B2B buyers have little to no care about sellers’ particular products and services. Their primary concern is how to identify and address the problems they face in their companies and industries. To capture potential clients, B2B sellers must demonstrate care and understanding by freely providing the information required by prospects to solve their concerns and complications.

While such actions may appear to be giving away something for little to no return, providing this information establishes trust in the vendor. Trust generates quality leads that are more likely to transition into loyal clients.

The goal of the second funnel in the Four Funnels Framework is to feed the pipeline for Funnel 3—where Business Development Reps (BDRs) call those that have shown marketing engagement, qualify these, and pass on to Sales.

Funnel 3: Qualify

Until this point, seller engagement with buyers has primarily occurred electronically through the sellers’ websites, social media, and email campaigns. Now that contact information has been exchanged, it is time to qualify the potential buyer to determine if they are ready for engagement with Sales.

The object of this third funnel is to create a sales pipeline for the fourth funnel. In order to achieve this, sellers must ensure that the first point of in-person contact is done a professional, senior-level staff.

Many sellers have the mistaken notion that this is “telemarketing” and believe this is an entry-level job. Nothing can be further from the truth.

The task here is to interrupt a busy senior level buyer and in a matter of 20 seconds intrigue her enough to agree to a longer call or meeting at a later time. Most of the time, this requires not only knowledge of the subject matter and industry of the prospective buyer, but also an ability to know when to push and not, when to chat and when to get down to the point, all in a matter of seconds and over the phone. This is a task for an experienced Business Development Rep (BDR).

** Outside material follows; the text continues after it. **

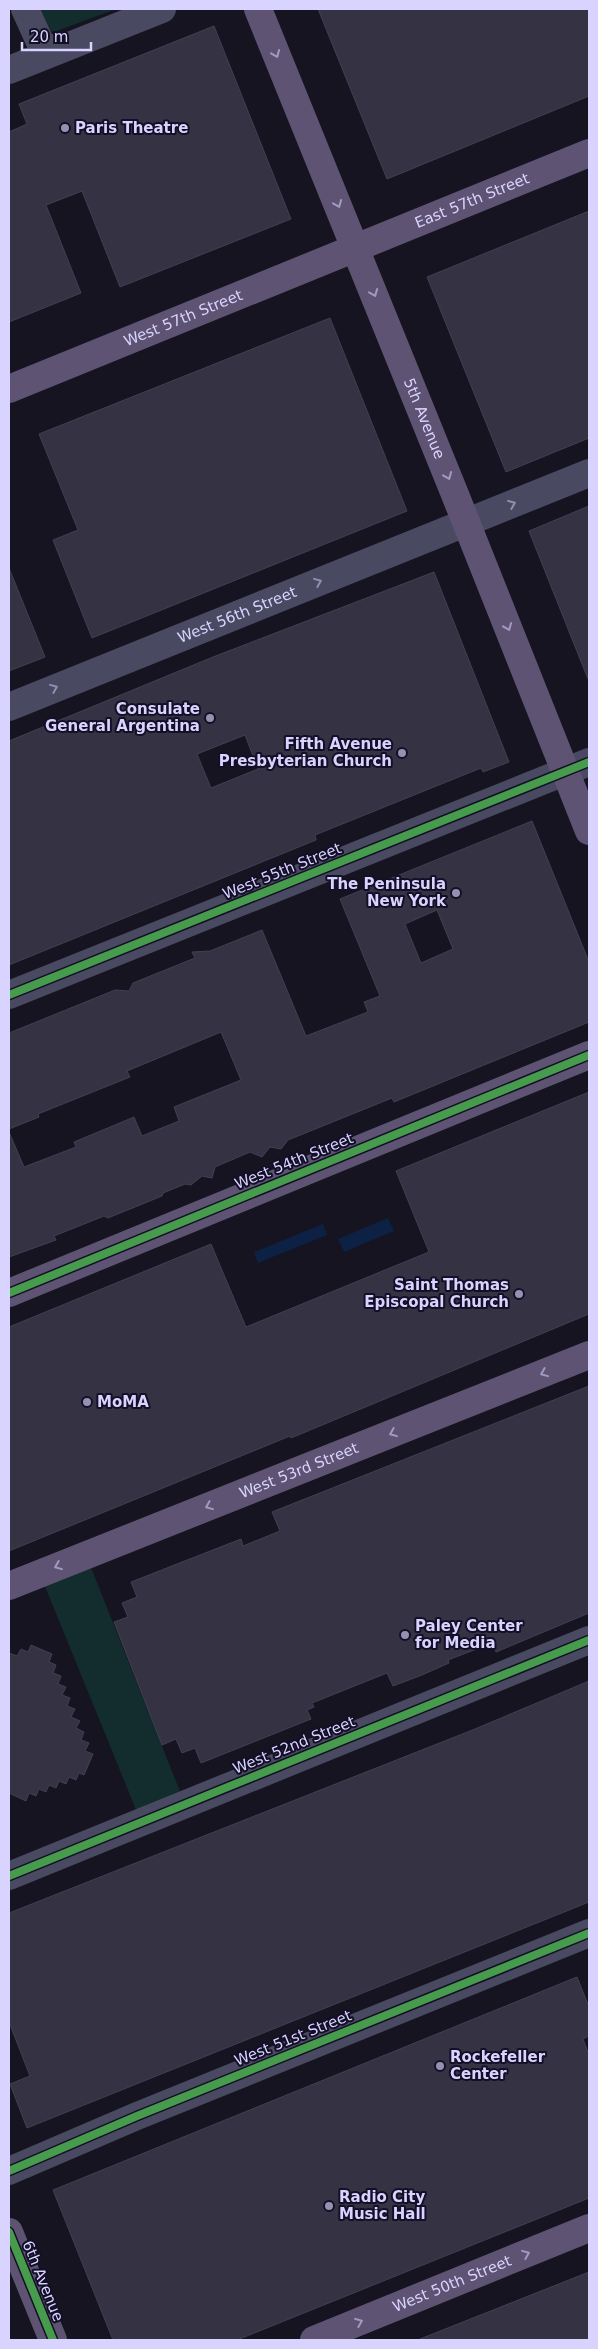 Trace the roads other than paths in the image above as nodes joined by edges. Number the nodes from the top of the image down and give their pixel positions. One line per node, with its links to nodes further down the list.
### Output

If the buyer agrees to talk for a bit, the BDR’s job is to make sure this buyer is qualified and then set an appointment with a sales rep as soon as possible.

A predictable revenue stream depends on two qualities of the Sales Pipeline:

  1. High Quality leads that close at a higher rate and close faster
  2. Sufficient number of HQLs to meet the company’s new revenue targets

Funnel 3 is responsible for achieving these objectives.

Funnel 4: Engage

With BDRs focusing on keeping the sales team’s pipeline full, sales reps can now focus on their primary role— deeply understanding the buyer’s world and building a partnership in solving the buyer’s issues, leading towards a successful close of the opportunity.

This is the primary function of salespeople—to work closely with motivated potential buyers and place their full attention on solving the issues of the buyer. Holding them responsible for both Funnels 3 and 4, while it may seem reasonable, is actually counterproductive.

In fact, a survey of sales professionals by Sales Insights showed that they spend over 26% of their time on average trying to generate a qualified lead. This is clearly a demanding task and takes a great deal of time away from a sales rep primary role.

Once a healthy sales pipeline and a quality sales lead has been established, the sales team can focus on continuing to qualify prospects while integrating them into the buying cycle.


The Four Funnels Framework provides a methodology for consistently achieving predictable revenues by generating High Quality Leads through a process that integrates marketing, prospecting, and sales. This integration removes duplication and waste, significantly lowering the total cost new customer acquisition.